The impletion of the Insurance Company in the claim petition by the claimant and its participation in the said pro¬ceeding, cannot be construed as an order of the Tribunal permit¬ting the Insurance Company to avail of a larger defence on merit. 7. In New India Assurance Co. Ltd. v. Surendra Chandra Nayak and others : Misc.
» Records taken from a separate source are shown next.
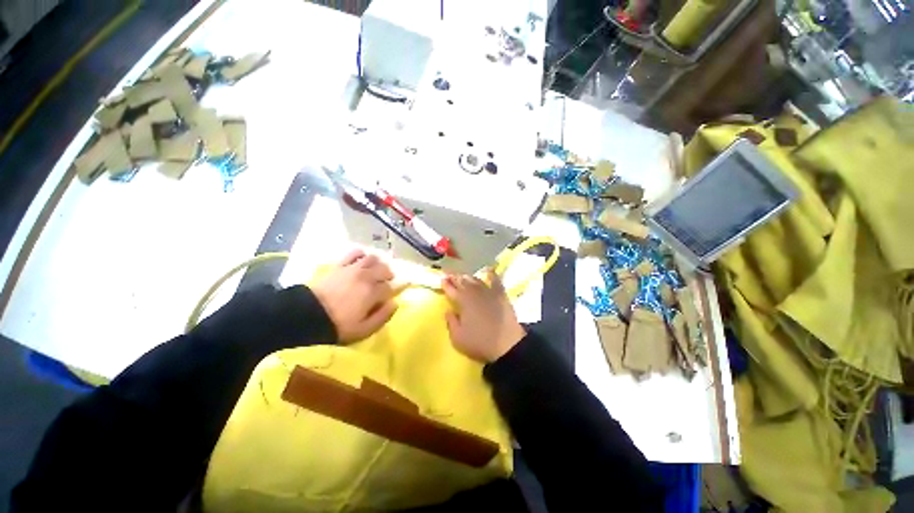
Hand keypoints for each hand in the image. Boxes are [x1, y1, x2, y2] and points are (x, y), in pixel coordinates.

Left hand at [311, 249, 397, 342]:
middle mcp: (366, 276)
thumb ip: (383, 316)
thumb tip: (395, 303)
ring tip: (374, 272)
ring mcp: (353, 268)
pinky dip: (361, 255)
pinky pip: (355, 253)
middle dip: (388, 276)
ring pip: (373, 258)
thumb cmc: (338, 325)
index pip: (390, 287)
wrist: (307, 316)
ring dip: (377, 264)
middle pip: (385, 269)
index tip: (388, 297)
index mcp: (373, 292)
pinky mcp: (340, 265)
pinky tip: (361, 261)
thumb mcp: (364, 330)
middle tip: (384, 284)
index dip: (392, 292)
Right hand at [442, 269, 524, 362]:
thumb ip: (451, 322)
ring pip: (476, 280)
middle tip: (450, 274)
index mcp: (463, 301)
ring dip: (469, 277)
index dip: (446, 284)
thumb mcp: (458, 338)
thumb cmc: (479, 342)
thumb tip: (448, 311)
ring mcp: (489, 292)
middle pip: (463, 282)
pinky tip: (489, 271)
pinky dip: (492, 275)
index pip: (451, 290)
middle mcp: (475, 293)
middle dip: (455, 277)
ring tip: (464, 275)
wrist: (507, 345)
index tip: (442, 279)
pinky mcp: (501, 295)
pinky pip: (496, 282)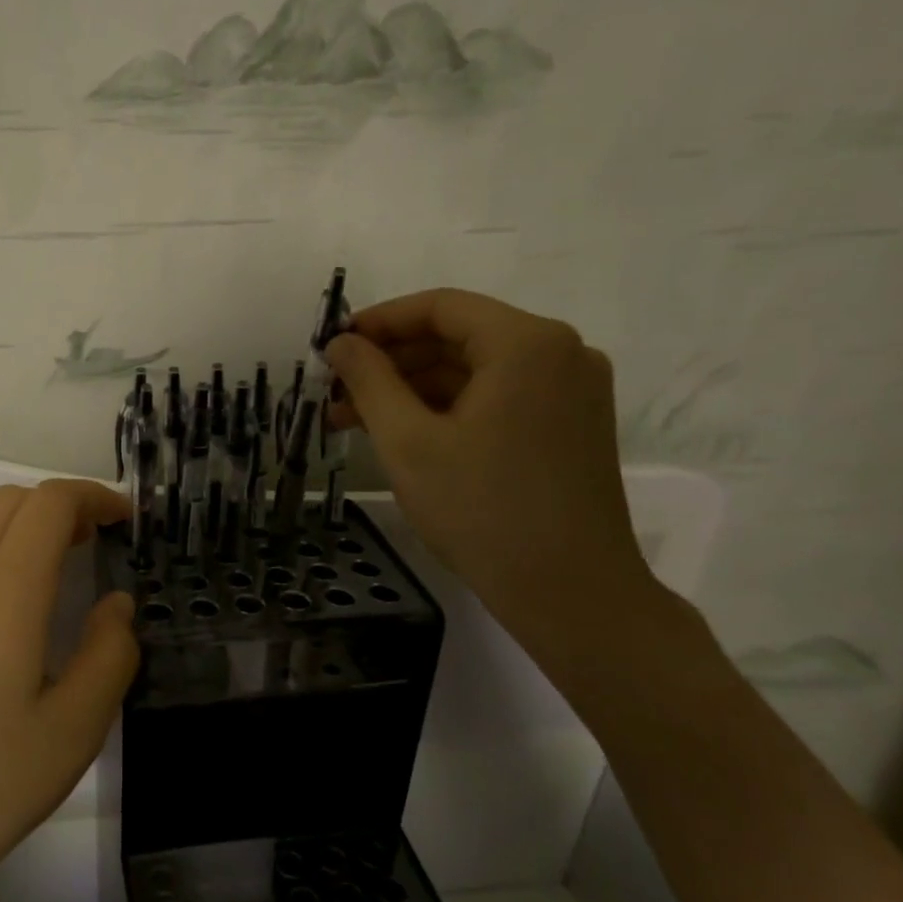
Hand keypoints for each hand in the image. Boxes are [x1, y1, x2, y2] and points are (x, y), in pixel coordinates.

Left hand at [0, 478, 137, 901]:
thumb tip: (115, 605)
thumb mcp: (69, 736)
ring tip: (45, 574)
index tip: (123, 519)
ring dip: (16, 526)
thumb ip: (107, 658)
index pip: (50, 504)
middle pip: (8, 502)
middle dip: (58, 507)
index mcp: (3, 591)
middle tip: (92, 546)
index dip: (92, 496)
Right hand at [325, 288, 654, 659]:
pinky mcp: (569, 426)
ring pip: (473, 371)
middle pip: (457, 337)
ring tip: (352, 419)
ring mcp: (570, 392)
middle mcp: (560, 353)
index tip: (331, 347)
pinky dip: (446, 409)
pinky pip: (496, 397)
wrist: (571, 594)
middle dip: (390, 361)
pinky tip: (400, 434)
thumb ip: (369, 380)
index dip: (378, 321)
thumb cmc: (482, 510)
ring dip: (411, 389)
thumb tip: (341, 343)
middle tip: (335, 391)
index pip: (440, 307)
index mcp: (527, 344)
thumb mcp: (408, 440)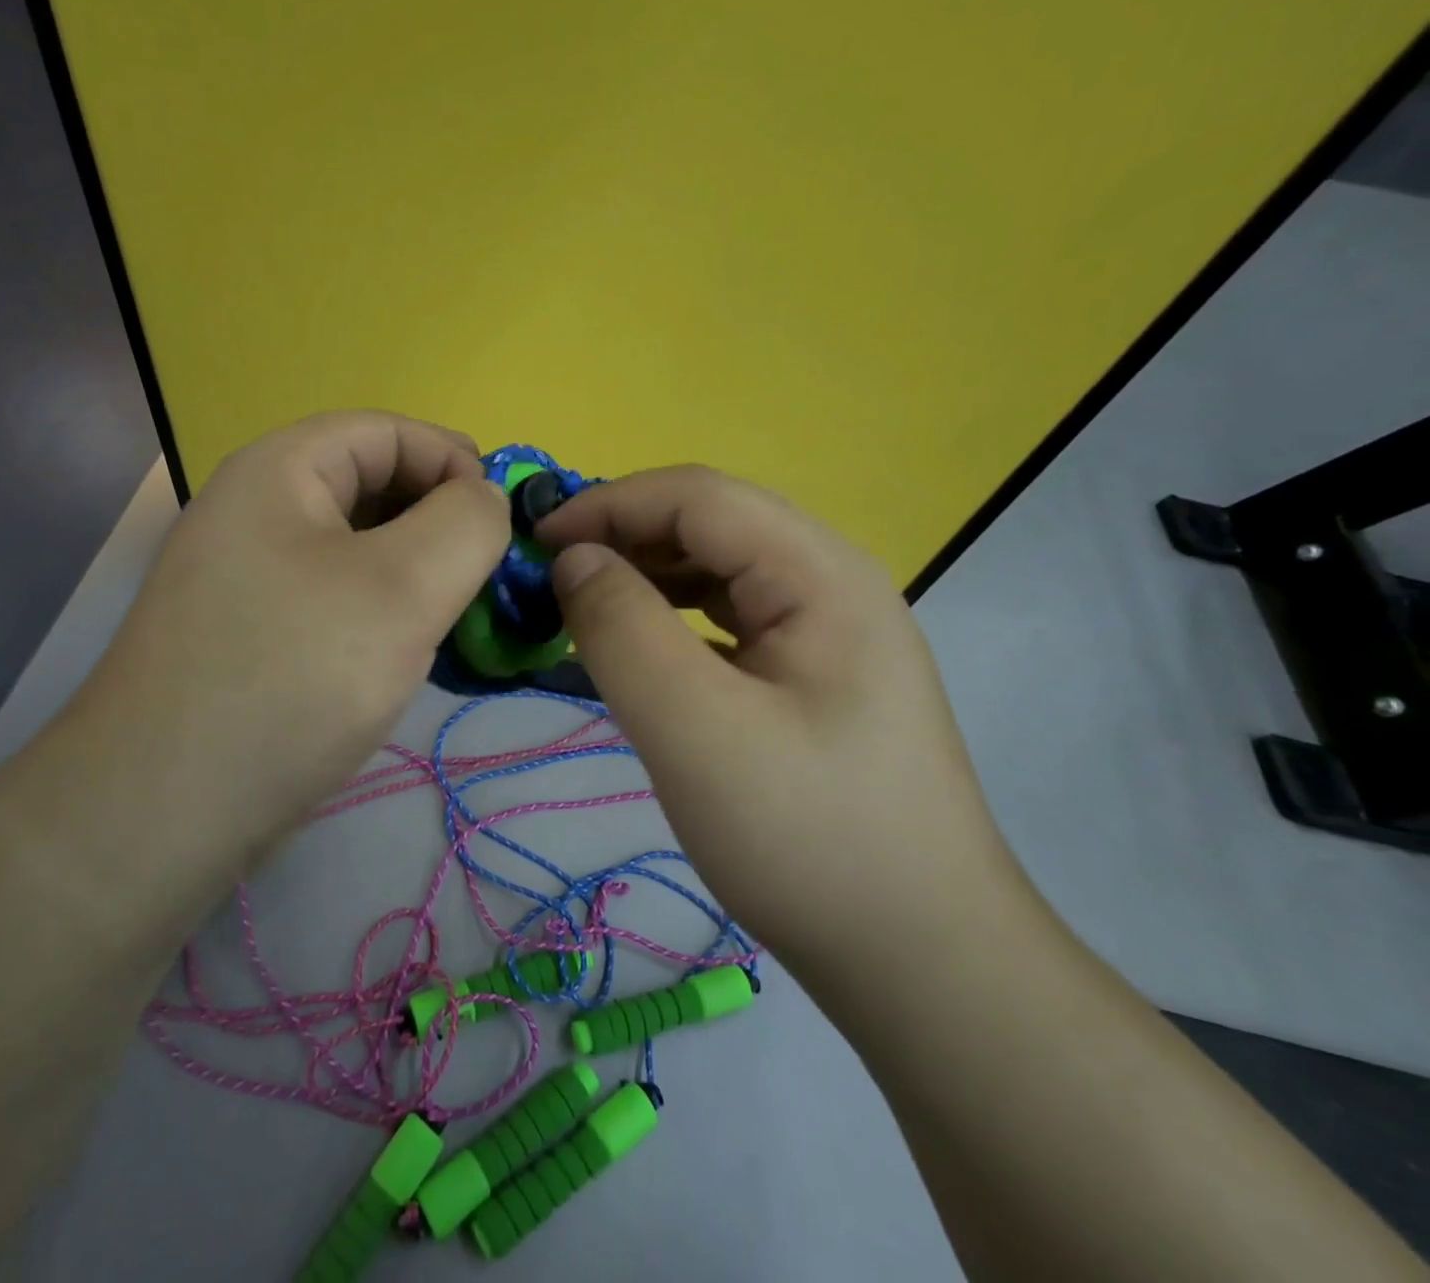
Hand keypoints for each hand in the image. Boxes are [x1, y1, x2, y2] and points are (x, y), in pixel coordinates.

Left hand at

Appeal No. 521 of 1997, decided on 20.3.2001, I have also dealt with a similar question and dis¬cussed in details regarding the relevant decision on the point and have held that in absence of an order in writing by the Tribunal permitting the insurer to contest the proceeding on merit in terms of Sec. 170 of the Act, the Insurance Company can only challenge the award on the grounds as are available under Sub-sec. (2) of Sec. 149 of the Act. 8. In that view of the matter, the present appellant having not been impleaded as a party by the order of the Tribunal and not having been permitted to contest the matter on merit in terms of Sec. 170 of the Motor Vehicles Act the appeal at the instance of the insurer has to be held as not maintainable, the other questions on merit raised by the appellant, questioning the legality and validity of the award need not be gone into. Thus, the appeal is dismissed as not maintainable. Appeal dismissed as not maintainable.